Input data:
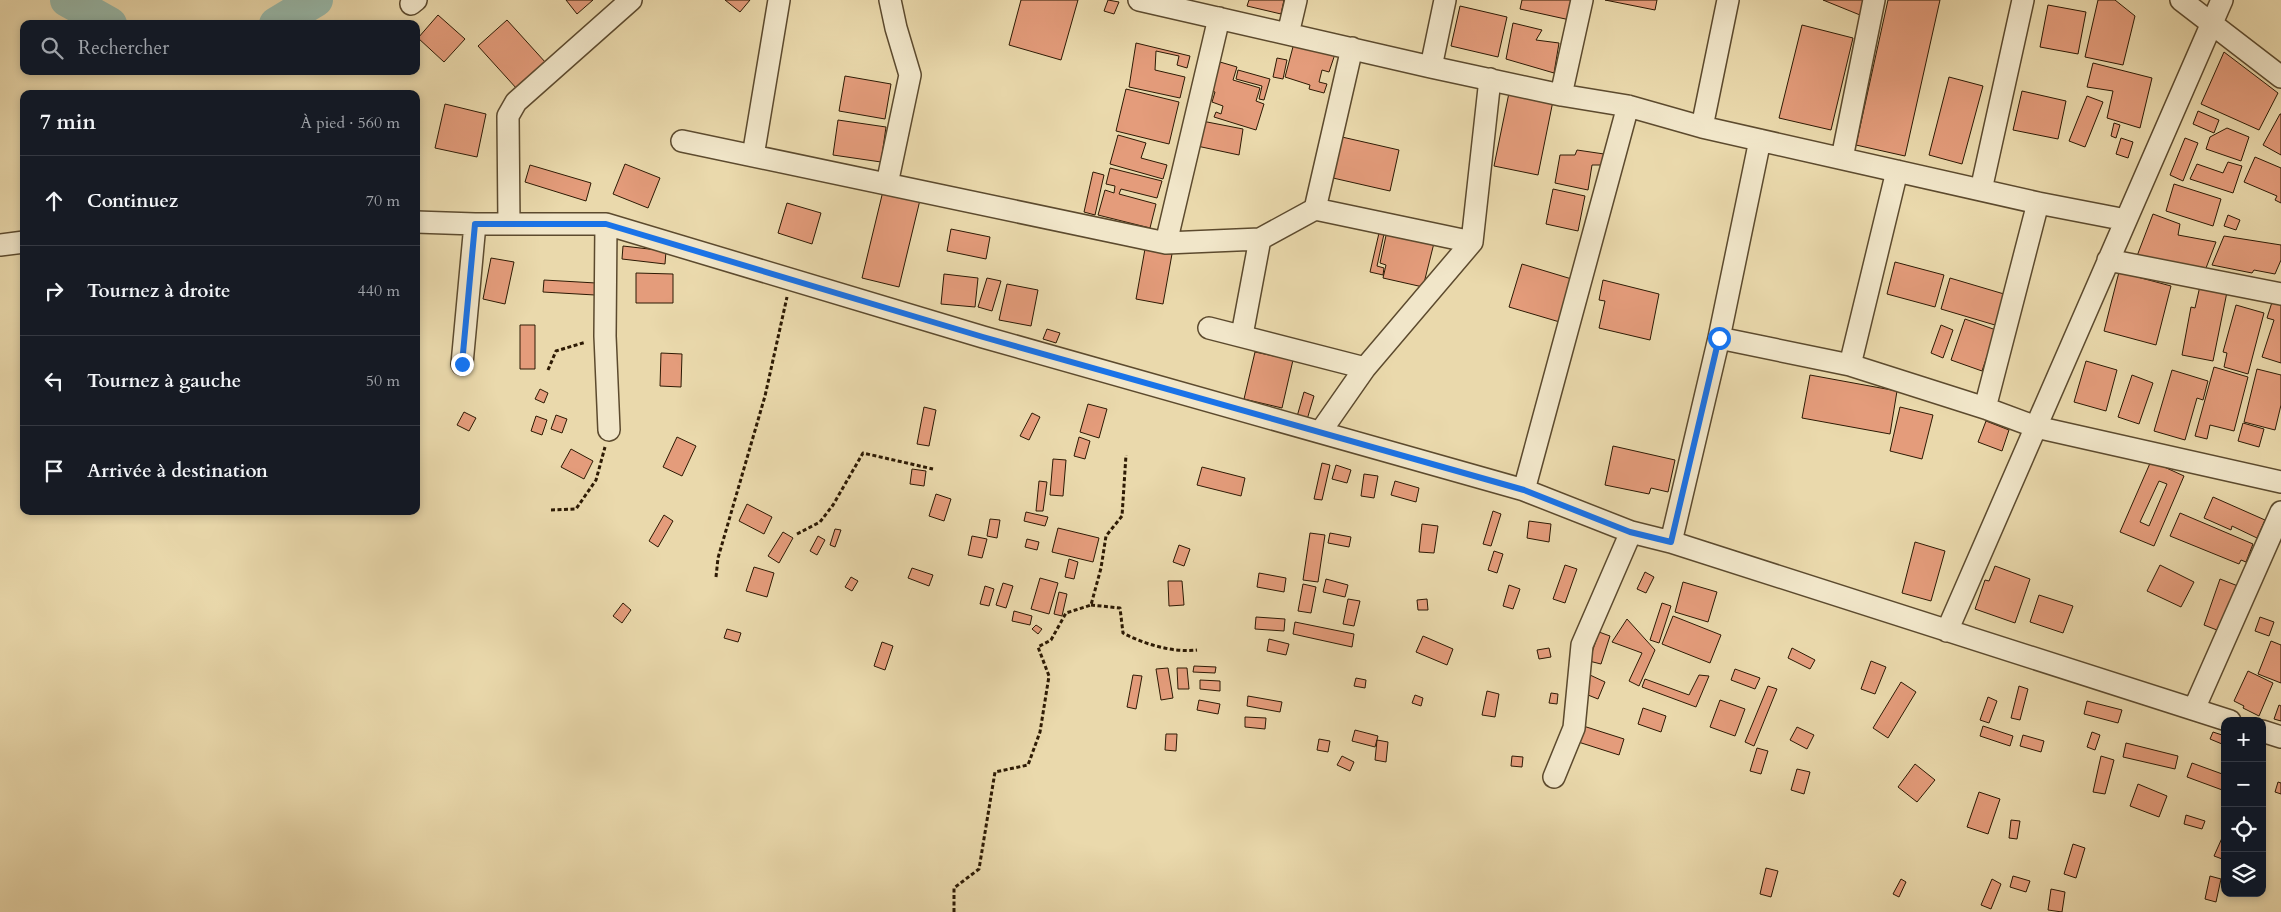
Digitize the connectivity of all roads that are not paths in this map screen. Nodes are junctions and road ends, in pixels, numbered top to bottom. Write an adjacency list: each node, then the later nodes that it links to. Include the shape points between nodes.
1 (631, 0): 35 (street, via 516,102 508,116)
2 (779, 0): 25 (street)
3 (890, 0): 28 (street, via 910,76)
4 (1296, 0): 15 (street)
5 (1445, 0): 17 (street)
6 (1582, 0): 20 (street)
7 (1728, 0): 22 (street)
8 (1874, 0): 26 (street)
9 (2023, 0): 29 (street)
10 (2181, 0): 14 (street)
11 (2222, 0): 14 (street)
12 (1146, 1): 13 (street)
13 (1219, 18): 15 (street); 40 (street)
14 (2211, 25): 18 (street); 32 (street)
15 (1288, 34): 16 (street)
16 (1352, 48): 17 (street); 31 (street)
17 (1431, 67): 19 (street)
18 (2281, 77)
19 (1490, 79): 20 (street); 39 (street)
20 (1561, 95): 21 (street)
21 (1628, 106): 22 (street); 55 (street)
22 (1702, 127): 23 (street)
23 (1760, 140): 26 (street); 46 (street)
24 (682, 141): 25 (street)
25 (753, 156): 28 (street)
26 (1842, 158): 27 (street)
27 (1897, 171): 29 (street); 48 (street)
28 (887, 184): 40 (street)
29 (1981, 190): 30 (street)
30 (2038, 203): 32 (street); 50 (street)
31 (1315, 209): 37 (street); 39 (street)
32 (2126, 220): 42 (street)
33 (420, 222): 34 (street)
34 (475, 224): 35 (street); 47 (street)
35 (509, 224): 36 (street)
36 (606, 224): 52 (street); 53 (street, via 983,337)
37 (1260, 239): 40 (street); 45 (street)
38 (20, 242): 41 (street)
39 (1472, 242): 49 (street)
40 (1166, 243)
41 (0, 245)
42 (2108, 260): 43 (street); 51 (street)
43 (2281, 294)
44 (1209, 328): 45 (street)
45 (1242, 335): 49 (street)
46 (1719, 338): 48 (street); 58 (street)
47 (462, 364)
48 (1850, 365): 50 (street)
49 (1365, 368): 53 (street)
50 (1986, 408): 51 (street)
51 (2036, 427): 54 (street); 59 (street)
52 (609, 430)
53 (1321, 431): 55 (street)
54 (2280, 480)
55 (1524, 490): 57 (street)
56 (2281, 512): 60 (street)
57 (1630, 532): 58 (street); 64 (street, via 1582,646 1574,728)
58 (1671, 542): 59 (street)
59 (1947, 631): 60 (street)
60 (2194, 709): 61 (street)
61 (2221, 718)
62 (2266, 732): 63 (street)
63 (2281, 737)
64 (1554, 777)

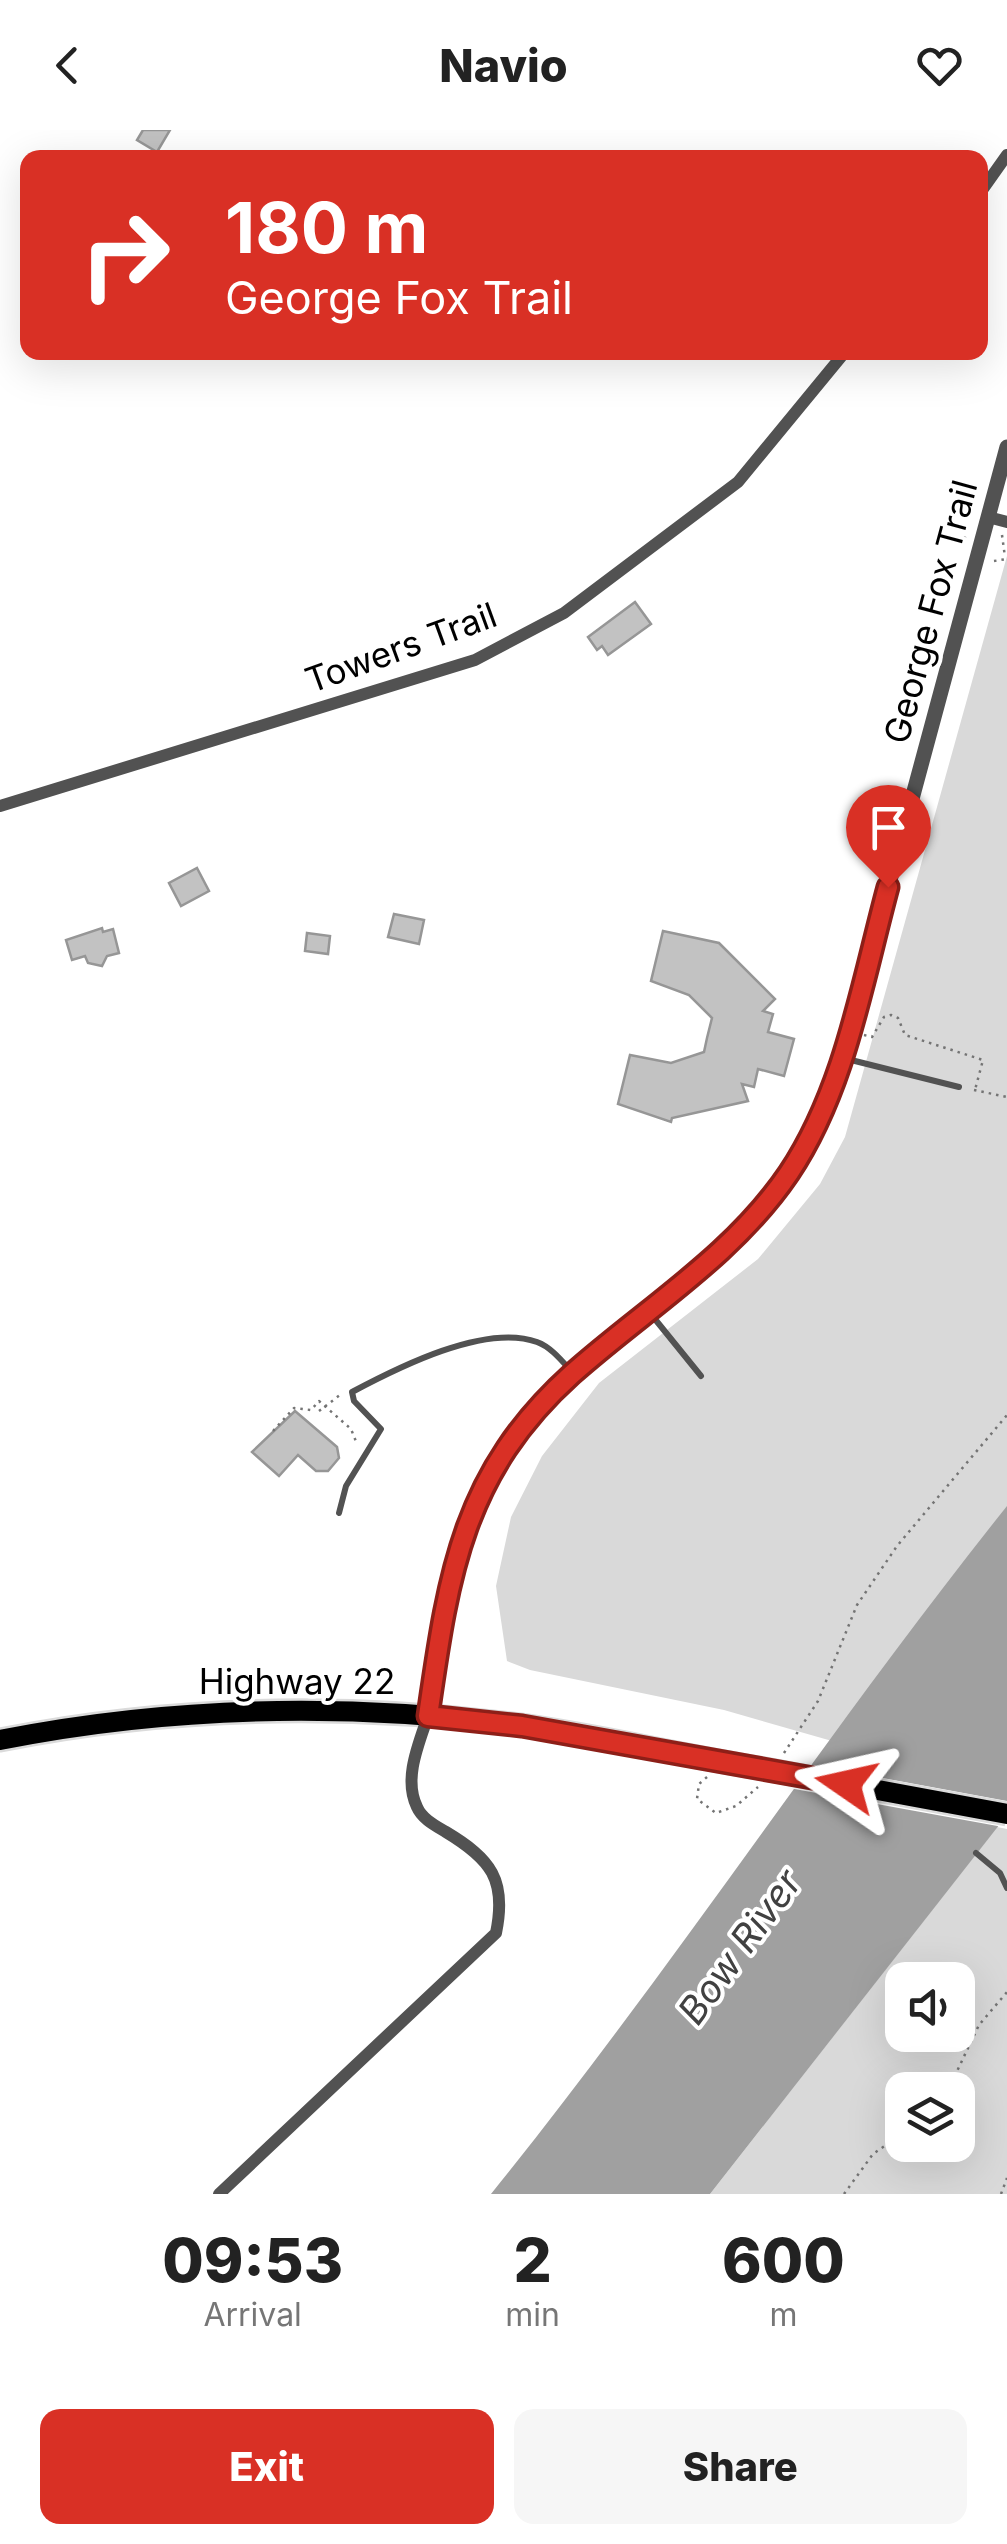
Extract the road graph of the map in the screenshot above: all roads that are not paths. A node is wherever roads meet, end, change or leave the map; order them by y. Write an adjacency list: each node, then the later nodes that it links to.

Task statement:
Print out every entry above without changing a word, and leave out the pictures.

Exercise answer:
Digitize the connectivity of all roads that are not paths in this map screen. Nodes are junctions and road ends, in pixels, numbered top to bottom. Write an adjacency list: each node, then the later nodes that it links to. Include the shape points between nodes.
1 (631, 0): 35 (street, via 516,102 508,116)
2 (779, 0): 25 (street)
3 (890, 0): 28 (street, via 910,76)
4 (1296, 0): 15 (street)
5 (1445, 0): 17 (street)
6 (1582, 0): 20 (street)
7 (1728, 0): 22 (street)
8 (1874, 0): 26 (street)
9 (2023, 0): 29 (street)
10 (2181, 0): 14 (street)
11 (2222, 0): 14 (street)
12 (1146, 1): 13 (street)
13 (1219, 18): 15 (street); 40 (street)
14 (2211, 25): 18 (street); 32 (street)
15 (1288, 34): 16 (street)
16 (1352, 48): 17 (street); 31 (street)
17 (1431, 67): 19 (street)
18 (2281, 77)
19 (1490, 79): 20 (street); 39 (street)
20 (1561, 95): 21 (street)
21 (1628, 106): 22 (street); 55 (street)
22 (1702, 127): 23 (street)
23 (1760, 140): 26 (street); 46 (street)
24 (682, 141): 25 (street)
25 (753, 156): 28 (street)
26 (1842, 158): 27 (street)
27 (1897, 171): 29 (street); 48 (street)
28 (887, 184): 40 (street)
29 (1981, 190): 30 (street)
30 (2038, 203): 32 (street); 50 (street)
31 (1315, 209): 37 (street); 39 (street)
32 (2126, 220): 42 (street)
33 (420, 222): 34 (street)
34 (475, 224): 35 (street); 47 (street)
35 (509, 224): 36 (street)
36 (606, 224): 52 (street); 53 (street, via 983,337)
37 (1260, 239): 40 (street); 45 (street)
38 (20, 242): 41 (street)
39 (1472, 242): 49 (street)
40 (1166, 243)
41 (0, 245)
42 (2108, 260): 43 (street); 51 (street)
43 (2281, 294)
44 (1209, 328): 45 (street)
45 (1242, 335): 49 (street)
46 (1719, 338): 48 (street); 58 (street)
47 (462, 364)
48 (1850, 365): 50 (street)
49 (1365, 368): 53 (street)
50 (1986, 408): 51 (street)
51 (2036, 427): 54 (street); 59 (street)
52 (609, 430)
53 (1321, 431): 55 (street)
54 (2280, 480)
55 (1524, 490): 57 (street)
56 (2281, 512): 60 (street)
57 (1630, 532): 58 (street); 64 (street, via 1582,646 1574,728)
58 (1671, 542): 59 (street)
59 (1947, 631): 60 (street)
60 (2194, 709): 61 (street)
61 (2221, 718)
62 (2266, 732): 63 (street)
63 (2281, 737)
64 (1554, 777)

Extract the road graph of the map in the screenshot above: all roads that are not paths. A node is wherever roads meet, end, change or leave the map; order them by y. Write an adjacency list: each node, then the later nodes that it links to.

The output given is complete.